Attorney Fee Award Limitation

The attorney fee award limitation is $200 per hour (up from $190 in 2014).

Child Adoptions

The credit allowed for an adoption of a child with special needs is $13,400 (up from $13,190 in 2014). The maximum credit allowed for other adoptions is the amount of qualified adoption expenses up to $13,400 (up from $13,190 in 2014). The available adoption credit begins to phase out for taxpayers with modified adjusted gross income in excess of $201,010 (up from $197,880 in 2014) and is completely phased out for taxpayers with modified adjusted gross income of $241,010 (up from $237,880 in 2014) or more.

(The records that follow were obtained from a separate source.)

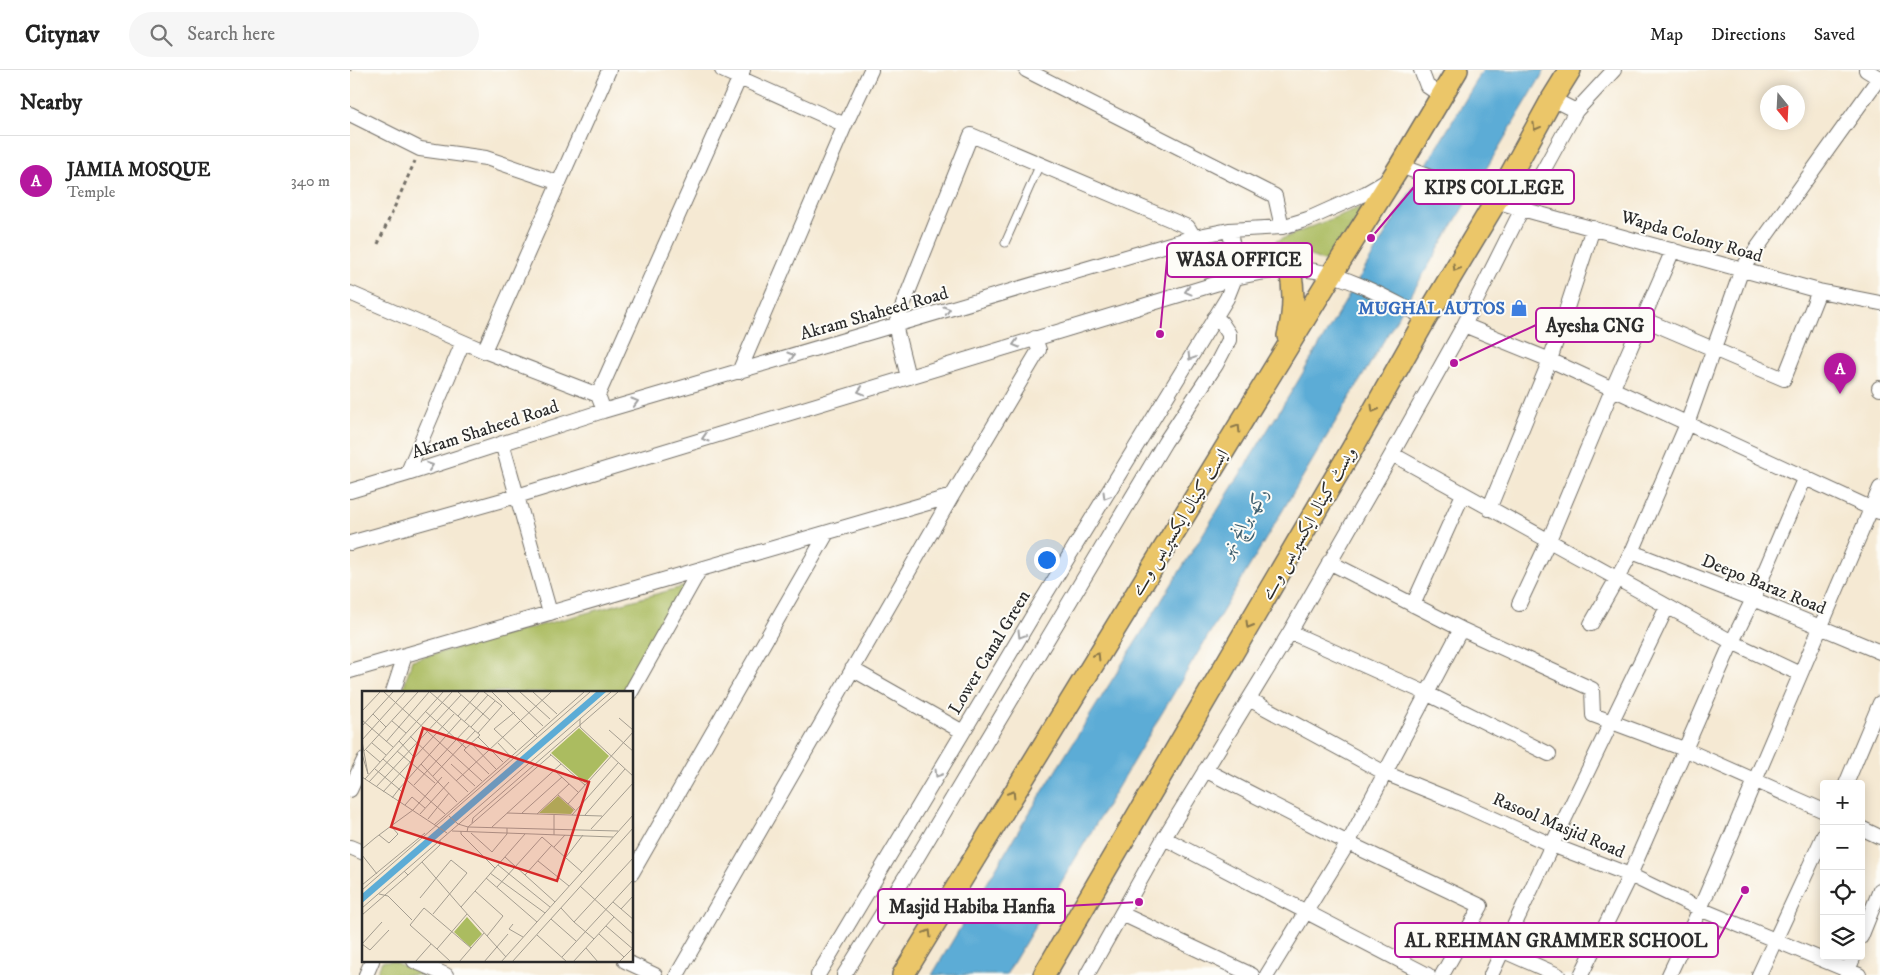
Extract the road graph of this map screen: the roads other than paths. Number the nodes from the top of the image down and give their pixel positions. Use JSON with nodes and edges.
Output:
{"nodes":[{"id":1,"x":609,"y":70,"type":"edge"},
{"id":2,"x":722,"y":70,"type":"edge"},
{"id":3,"x":871,"y":70,"type":"edge"},
{"id":4,"x":1026,"y":70,"type":"edge"},
{"id":5,"x":1421,"y":70,"type":"edge"},
{"id":6,"x":1457,"y":70,"type":"edge"},
{"id":7,"x":1570,"y":70,"type":"edge"},
{"id":8,"x":1614,"y":70,"type":"edge"},
{"id":9,"x":1866,"y":70,"type":"edge"},
{"id":10,"x":741,"y":74,"type":"edge"},
{"id":11,"x":1879,"y":78,"type":"edge"},
{"id":12,"x":1442,"y":96,"type":"junction"},
{"id":13,"x":1552,"y":99,"type":"junction"},
{"id":14,"x":1576,"y":111,"type":"junction"},
{"id":15,"x":350,"y":114,"type":"edge"},
{"id":16,"x":845,"y":125,"type":"junction"},
{"id":17,"x":1040,"y":164,"type":"junction"},
{"id":18,"x":1407,"y":168,"type":"junction"},
{"id":19,"x":559,"y":183,"type":"junction"},
{"id":20,"x":1488,"y":198,"type":"junction"},
{"id":21,"x":1522,"y":209,"type":"junction"},
{"id":22,"x":1282,"y":227,"type":"junction"},
{"id":23,"x":1593,"y":228,"type":"junction"},
{"id":24,"x":1229,"y":230,"type":"junction"},
{"id":25,"x":1194,"y":237,"type":"junction"},
{"id":26,"x":1005,"y":243,"type":"dead end"},
{"id":27,"x":1673,"y":250,"type":"junction"},
{"id":28,"x":1290,"y":270,"type":"junction"},
{"id":29,"x":1742,"y":270,"type":"junction"},
{"id":30,"x":1235,"y":278,"type":"junction"},
{"id":31,"x":1341,"y":278,"type":"junction"},
{"id":32,"x":1819,"y":291,"type":"junction"},
{"id":33,"x":350,"y":293,"type":"edge"},
{"id":34,"x":1880,"y":303,"type":"edge"},
{"id":35,"x":1420,"y":315,"type":"junction"},
{"id":36,"x":1214,"y":318,"type":"junction"},
{"id":37,"x":1643,"y":319,"type":"junction"},
{"id":38,"x":1464,"y":325,"type":"junction"},
{"id":39,"x":895,"y":326,"type":"junction"},
{"id":40,"x":1035,"y":338,"type":"junction"},
{"id":41,"x":463,"y":342,"type":"junction"},
{"id":42,"x":1714,"y":349,"type":"junction"},
{"id":43,"x":484,"y":351,"type":"junction"},
{"id":44,"x":1550,"y":360,"type":"junction"},
{"id":45,"x":739,"y":372,"type":"junction"},
{"id":46,"x":908,"y":377,"type":"junction"},
{"id":47,"x":1264,"y":385,"type":"junction"},
{"id":48,"x":1612,"y":390,"type":"junction"},
{"id":49,"x":598,"y":395,"type":"junction"},
{"id":50,"x":603,"y":411,"type":"junction"},
{"id":51,"x":1687,"y":424,"type":"junction"},
{"id":52,"x":502,"y":443,"type":"junction"},
{"id":53,"x":1392,"y":454,"type":"junction"},
{"id":54,"x":407,"y":474,"type":"junction"},
{"id":55,"x":1805,"y":477,"type":"junction"},
{"id":56,"x":1880,"y":488,"type":"edge"},
{"id":57,"x":350,"y":491,"type":"edge"},
{"id":58,"x":1463,"y":494,"type":"junction"},
{"id":59,"x":517,"y":496,"type":"junction"},
{"id":60,"x":952,"y":496,"type":"junction"},
{"id":61,"x":1490,"y":508,"type":"junction"},
{"id":62,"x":1876,"y":511,"type":"edge"},
{"id":63,"x":826,"y":532,"type":"junction"},
{"id":64,"x":1549,"y":540,"type":"junction"},
{"id":65,"x":350,"y":543,"type":"edge"},
{"id":66,"x":1632,"y":552,"type":"junction"},
{"id":67,"x":1329,"y":562,"type":"junction"},
{"id":68,"x":700,"y":569,"type":"junction"},
{"id":69,"x":1616,"y":578,"type":"junction"},
{"id":70,"x":1754,"y":599,"type":"junction"},
{"id":71,"x":1519,"y":604,"type":"dead end"},
{"id":72,"x":1413,"y":605,"type":"junction"},
{"id":73,"x":1667,"y":608,"type":"junction"},
{"id":74,"x":550,"y":613,"type":"junction"},
{"id":75,"x":1591,"y":624,"type":"dead end"},
{"id":76,"x":1820,"y":627,"type":"junction"},
{"id":77,"x":1461,"y":629,"type":"junction"},
{"id":78,"x":1290,"y":632,"type":"junction"},
{"id":79,"x":1732,"y":642,"type":"junction"},
{"id":80,"x":1880,"y":652,"type":"edge"},
{"id":81,"x":406,"y":655,"type":"junction"},
{"id":82,"x":852,"y":669,"type":"junction"},
{"id":83,"x":350,"y":671,"type":"edge"},
{"id":84,"x":1800,"y":674,"type":"junction"},
{"id":85,"x":393,"y":691,"type":"edge"},
{"id":86,"x":632,"y":691,"type":"edge"},
{"id":87,"x":1428,"y":694,"type":"junction"},
{"id":88,"x":1249,"y":700,"type":"junction"},
{"id":89,"x":1878,"y":713,"type":"edge"},
{"id":90,"x":1612,"y":721,"type":"junction"},
{"id":91,"x":963,"y":732,"type":"junction"},
{"id":92,"x":1684,"y":749,"type":"junction"},
{"id":93,"x":1549,"y":754,"type":"dead end"},
{"id":94,"x":362,"y":764,"type":"edge"},
{"id":95,"x":1205,"y":770,"type":"junction"},
{"id":96,"x":1385,"y":773,"type":"junction"},
{"id":97,"x":1756,"y":780,"type":"junction"},
{"id":98,"x":1848,"y":780,"type":"edge"},
{"id":99,"x":350,"y":790,"type":"edge"},
{"id":100,"x":1820,"y":809,"type":"edge"},
{"id":101,"x":1865,"y":830,"type":"edge"},
{"id":102,"x":1880,"y":837,"type":"edge"},
{"id":103,"x":1164,"y":838,"type":"junction"},
{"id":104,"x":1348,"y":843,"type":"junction"},
{"id":105,"x":1820,"y":844,"type":"edge"},
{"id":106,"x":1552,"y":845,"type":"junction"},
{"id":107,"x":350,"y":847,"type":"edge"},
{"id":108,"x":362,"y":852,"type":"edge"},
{"id":109,"x":634,"y":869,"type":"edge"},
{"id":110,"x":1630,"y":875,"type":"junction"},
{"id":111,"x":1880,"y":890,"type":"edge"},
{"id":112,"x":1700,"y":909,"type":"junction"},
{"id":113,"x":1305,"y":912,"type":"junction"},
{"id":114,"x":1122,"y":914,"type":"junction"},
{"id":115,"x":1865,"y":927,"type":"edge"},
{"id":116,"x":1465,"y":934,"type":"junction"},
{"id":117,"x":1776,"y":940,"type":"junction"},
{"id":118,"x":1502,"y":950,"type":"junction"},
{"id":119,"x":1853,"y":960,"type":"edge"},
{"id":120,"x":372,"y":962,"type":"edge"},
{"id":121,"x":416,"y":962,"type":"edge"},
{"id":122,"x":627,"y":962,"type":"edge"},
{"id":123,"x":1851,"y":973,"type":"edge"},
{"id":124,"x":366,"y":975,"type":"edge"},
{"id":125,"x":446,"y":975,"type":"edge"},
{"id":126,"x":654,"y":975,"type":"edge"},
{"id":127,"x":677,"y":975,"type":"edge"},
{"id":128,"x":818,"y":975,"type":"edge"},
{"id":129,"x":844,"y":975,"type":"edge"},
{"id":130,"x":903,"y":975,"type":"edge"},
{"id":131,"x":1044,"y":975,"type":"edge"},
{"id":132,"x":1087,"y":975,"type":"edge"},
{"id":133,"x":1252,"y":975,"type":"edge"},
{"id":134,"x":1267,"y":975,"type":"edge"},
{"id":135,"x":1428,"y":975,"type":"edge"},
{"id":136,"x":1442,"y":975,"type":"edge"},
{"id":137,"x":1491,"y":975,"type":"edge"},
{"id":138,"x":1558,"y":975,"type":"edge"},
{"id":139,"x":1580,"y":975,"type":"edge"},
{"id":140,"x":1669,"y":975,"type":"edge"},
{"id":141,"x":1759,"y":975,"type":"edge"}],
"edges":[{"from":1,"to":19,"type":"street"},
{"from":2,"to":10,"type":"street"},
{"from":3,"to":16,"type":"street"},
{"from":4,"to":22,"type":"street"},
{"from":5,"to":12,"type":"street"},
{"from":6,"to":12,"type":"main road","name":"ایسٹ کینال ایکسپریس وے"},
{"from":7,"to":13,"type":"main road","name":"ویسٹ کینال ایکسپریس وے"},
{"from":8,"to":14,"type":"street"},
{"from":9,"to":11,"type":"street"},
{"from":10,"to":16,"type":"street"},
{"from":10,"to":49,"type":"street"},
{"from":11,"to":29,"type":"street"},
{"from":12,"to":18,"type":"main road","name":"ایسٹ کینال ایکسپریس وے"},
{"from":13,"to":14,"type":"street"},
{"from":13,"to":20,"type":"main road","name":"ویسٹ کینال ایکسپریس وے","one_way":true},
{"from":14,"to":21,"type":"street"},
{"from":15,"to":19,"type":"street"},
{"from":16,"to":45,"type":"street"},
{"from":17,"to":25,"type":"street"},
{"from":17,"to":26,"type":"lane"},
{"from":17,"to":39,"type":"street"},
{"from":18,"to":20,"type":"street","name":"Wapda Colony Road"},
{"from":18,"to":22,"type":"street","name":"Akram Shaheed Road"},
{"from":18,"to":31,"type":"main road","name":"ایسٹ کینال ایکسپریس وے"},
{"from":19,"to":43,"type":"street"},
{"from":20,"to":21,"type":"street","name":"Wapda Colony Road"},
{"from":20,"to":35,"type":"main road","name":"ویسٹ کینال ایکسپریس وے","one_way":true},
{"from":21,"to":23,"type":"street","name":"Wapda Colony Road"},
{"from":21,"to":38,"type":"street"},
{"from":22,"to":24,"type":"street","name":"Akram Shaheed Road"},
{"from":23,"to":27,"type":"street","name":"Wapda Colony Road"},
{"from":23,"to":44,"type":"street"},
{"from":24,"to":25,"type":"street","name":"Akram Shaheed Road"},
{"from":24,"to":30,"type":"street"},
{"from":39,"to":25,"type":"street","name":"Akram Shaheed Road","one_way":true},
{"from":27,"to":29,"type":"street","name":"Wapda Colony Road"},
{"from":27,"to":37,"type":"street"},
{"from":28,"to":30,"type":"street"},
{"from":28,"to":31,"type":"street"},
{"from":28,"to":47,"type":"main road"},
{"from":29,"to":32,"type":"street","name":"Wapda Colony Road"},
{"from":29,"to":42,"type":"street"},
{"from":30,"to":36,"type":"street","name":"Lower Canal Green"},
{"from":30,"to":40,"type":"street","one_way":true},
{"from":31,"to":35,"type":"street"},
{"from":31,"to":47,"type":"main road","name":"ایسٹ کینال ایکسپریس وے"},
{"from":32,"to":34,"type":"street","name":"Wapda Colony Road"},
{"from":32,"to":42,"type":"street"},
{"from":33,"to":41,"type":"street"},
{"from":35,"to":131,"type":"main road","name":"ویسٹ کینال ایکسپریس وے","one_way":true},
{"from":36,"to":91,"type":"street","name":"Lower Canal Green","one_way":true},
{"from":36,"to":129,"type":"street"},
{"from":37,"to":42,"type":"street"},
{"from":37,"to":48,"type":"street"},
{"from":38,"to":44,"type":"street"},
{"from":38,"to":53,"type":"street"},
{"from":45,"to":39,"type":"street","name":"Akram Shaheed Road","one_way":true},
{"from":39,"to":46,"type":"street"},
{"from":40,"to":46,"type":"street","one_way":true},
{"from":40,"to":60,"type":"street"},
{"from":41,"to":43,"type":"street"},
{"from":41,"to":54,"type":"street"},
{"from":42,"to":51,"type":"street"},
{"from":43,"to":49,"type":"street"},
{"from":44,"to":48,"type":"street"},
{"from":44,"to":61,"type":"street"},
{"from":50,"to":45,"type":"street","name":"Akram Shaheed Road","one_way":true},
{"from":46,"to":59,"type":"street","one_way":true},
{"from":130,"to":47,"type":"main road","name":"ایسٹ کینال ایکسپریس وے","one_way":true},
{"from":48,"to":51,"type":"street"},
{"from":48,"to":64,"type":"street"},
{"from":49,"to":50,"type":"street"},
{"from":50,"to":52,"type":"street","name":"Akram Shaheed Road"},
{"from":51,"to":55,"type":"street"},
{"from":51,"to":66,"type":"street"},
{"from":54,"to":52,"type":"street","name":"Akram Shaheed Road","one_way":true},
{"from":52,"to":59,"type":"street"},
{"from":53,"to":58,"type":"street"},
{"from":53,"to":67,"type":"street"},
{"from":54,"to":57,"type":"street","name":"Akram Shaheed Road"},
{"from":55,"to":62,"type":"street"},
{"from":55,"to":70,"type":"street"},
{"from":56,"to":62,"type":"street"},
{"from":58,"to":61,"type":"street"},
{"from":58,"to":72,"type":"street"},
{"from":59,"to":65,"type":"street"},
{"from":59,"to":74,"type":"street"},
{"from":60,"to":63,"type":"street"},
{"from":60,"to":82,"type":"street"},
{"from":61,"to":64,"type":"street"},
{"from":62,"to":76,"type":"street"},
{"from":63,"to":68,"type":"street"},
{"from":63,"to":109,"type":"street"},
{"from":64,"to":69,"type":"street"},
{"from":64,"to":71,"type":"street"},
{"from":66,"to":69,"type":"street"},
{"from":66,"to":70,"type":"street","name":"Deepo Baraz Road"},
{"from":67,"to":72,"type":"street"},
{"from":67,"to":78,"type":"street"},
{"from":68,"to":74,"type":"street"},
{"from":68,"to":86,"type":"street"},
{"from":69,"to":73,"type":"street"},
{"from":69,"to":75,"type":"street"},
{"from":70,"to":76,"type":"street","name":"Deepo Baraz Road"},
{"from":70,"to":79,"type":"street"},
{"from":72,"to":77,"type":"street"},
{"from":73,"to":79,"type":"street"},
{"from":73,"to":90,"type":"street"},
{"from":74,"to":81,"type":"street"},
{"from":76,"to":80,"type":"street","name":"Deepo Baraz Road"},
{"from":76,"to":84,"type":"street"},
{"from":77,"to":87,"type":"street"},
{"from":77,"to":90,"type":"street"},
{"from":78,"to":87,"type":"street"},
{"from":78,"to":88,"type":"street"},
{"from":79,"to":84,"type":"street"},
{"from":79,"to":92,"type":"street"},
{"from":81,"to":83,"type":"street"},
{"from":81,"to":85,"type":"street"},
{"from":82,"to":91,"type":"street"},
{"from":82,"to":127,"type":"street"},
{"from":84,"to":97,"type":"street"},
{"from":87,"to":93,"type":"street"},
{"from":87,"to":96,"type":"street"},
{"from":88,"to":95,"type":"street"},
{"from":88,"to":96,"type":"street","name":"Rasool Masjid Road"},
{"from":89,"to":98,"type":"street"},
{"from":90,"to":92,"type":"street"},
{"from":90,"to":106,"type":"street"},
{"from":91,"to":128,"type":"street","name":"Lower Canal Green","one_way":true},
{"from":92,"to":97,"type":"street"},
{"from":92,"to":110,"type":"street"},
{"from":94,"to":99,"type":"street"},
{"from":95,"to":103,"type":"street"},
{"from":95,"to":104,"type":"street"},
{"from":96,"to":104,"type":"street"},
{"from":96,"to":106,"type":"street","name":"Rasool Masjid Road"},
{"from":97,"to":100,"type":"street"},
{"from":97,"to":112,"type":"street"},
{"from":101,"to":102,"type":"street"},
{"from":103,"to":113,"type":"street"},
{"from":103,"to":114,"type":"street"},
{"from":104,"to":113,"type":"street"},
{"from":104,"to":116,"type":"street"},
{"from":105,"to":117,"type":"street"},
{"from":106,"to":110,"type":"street","name":"Rasool Masjid Road"},
{"from":106,"to":118,"type":"street"},
{"from":107,"to":108,"type":"street"},
{"from":110,"to":112,"type":"street","name":"Rasool Masjid Road"},
{"from":110,"to":139,"type":"street"},
{"from":111,"to":115,"type":"street"},
{"from":112,"to":117,"type":"street","name":"Rasool Masjid Road"},
{"from":112,"to":140,"type":"street"},
{"from":113,"to":134,"type":"street"},
{"from":113,"to":135,"type":"street"},
{"from":114,"to":132,"type":"street"},
{"from":114,"to":133,"type":"street"},
{"from":116,"to":118,"type":"street"},
{"from":116,"to":136,"type":"street"},
{"from":117,"to":123,"type":"street","name":"Rasool Masjid Road"},
{"from":117,"to":141,"type":"street"},
{"from":118,"to":137,"type":"street"},
{"from":118,"to":138,"type":"street"},
{"from":119,"to":123,"type":"street"},
{"from":120,"to":124,"type":"street"},
{"from":121,"to":125,"type":"street"},
{"from":122,"to":126,"type":"street"}]}
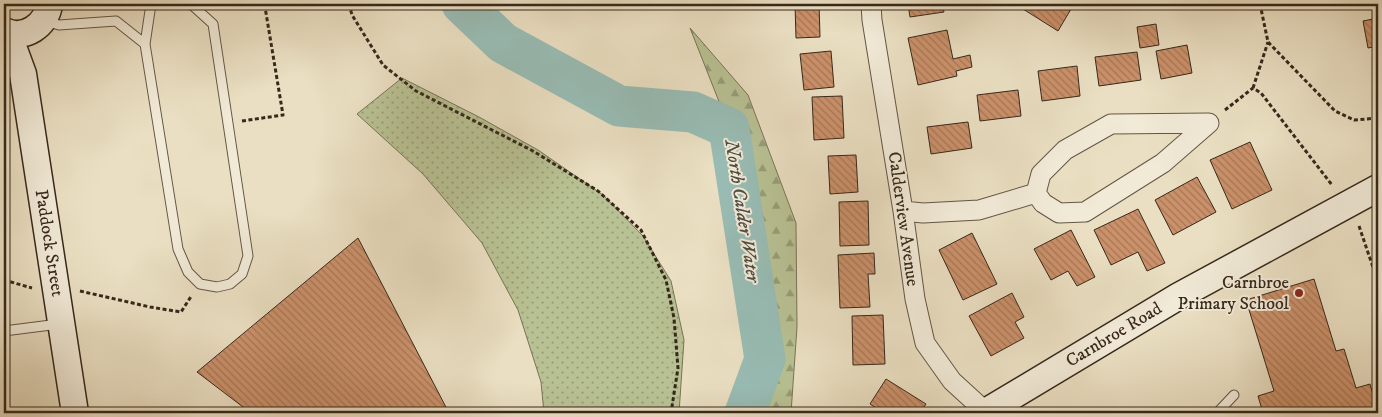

Hope Scholarship Credit/Lifetime Learning Credit

The Hope Scholarship Credit is an amount equal to 100 percent of qualified tuition and related expenses not in excess of $2,000 plus 25 percent of those expenses in excess of $2,000, but not in excess of $4,000 (the same as for 2014). Accordingly, the maximum Hope Scholarship Credit is $2,500 (the same as for 2014). A taxpayer's modified adjusted gross income in excess of $80,000 ($160,000 for a joint return) (the same as for 2014) is used to determine the reduction in the amount of the Hope Scholarship Credit otherwise allowable. A taxpayer's modified adjusted gross income in excess of $55,000 ($110,000 for a joint return) (up from $54,000 and $108,000, respectively, in 2014) is used to determine the reduction in the amount of the Lifetime Learning Credit otherwise allowable.

Qualified Transportation Fringe Benefit

For taxable years beginning in 2014, the monthly limitation regarding the aggregate fringe benefit exclusion amount for transportation in a commuter highway vehicle and any transit pass is $130 (same as in 2014). The monthly limitation for the fringe benefit exclusion amount for qualified parking is $250 (same as in 2014).

Retirement Plans

The 2015 tax-related cost-of-living adjustments (COLAs) for retirement plans were released in IR-2014-99 (10/23/14) and were covered in detail in the October 24, 2014, issue of Parker's Federal Tax Bulletin. The following is a brief summary of the key changes:

IRA Contributions. The limit on annual contributions to an individual retirement arrangement (IRA) remains unchanged at $5,500. The additional catch-up contribution limit for individuals aged 50 and over is not subject to an annual cost-of-living adjustment and remains $1,000.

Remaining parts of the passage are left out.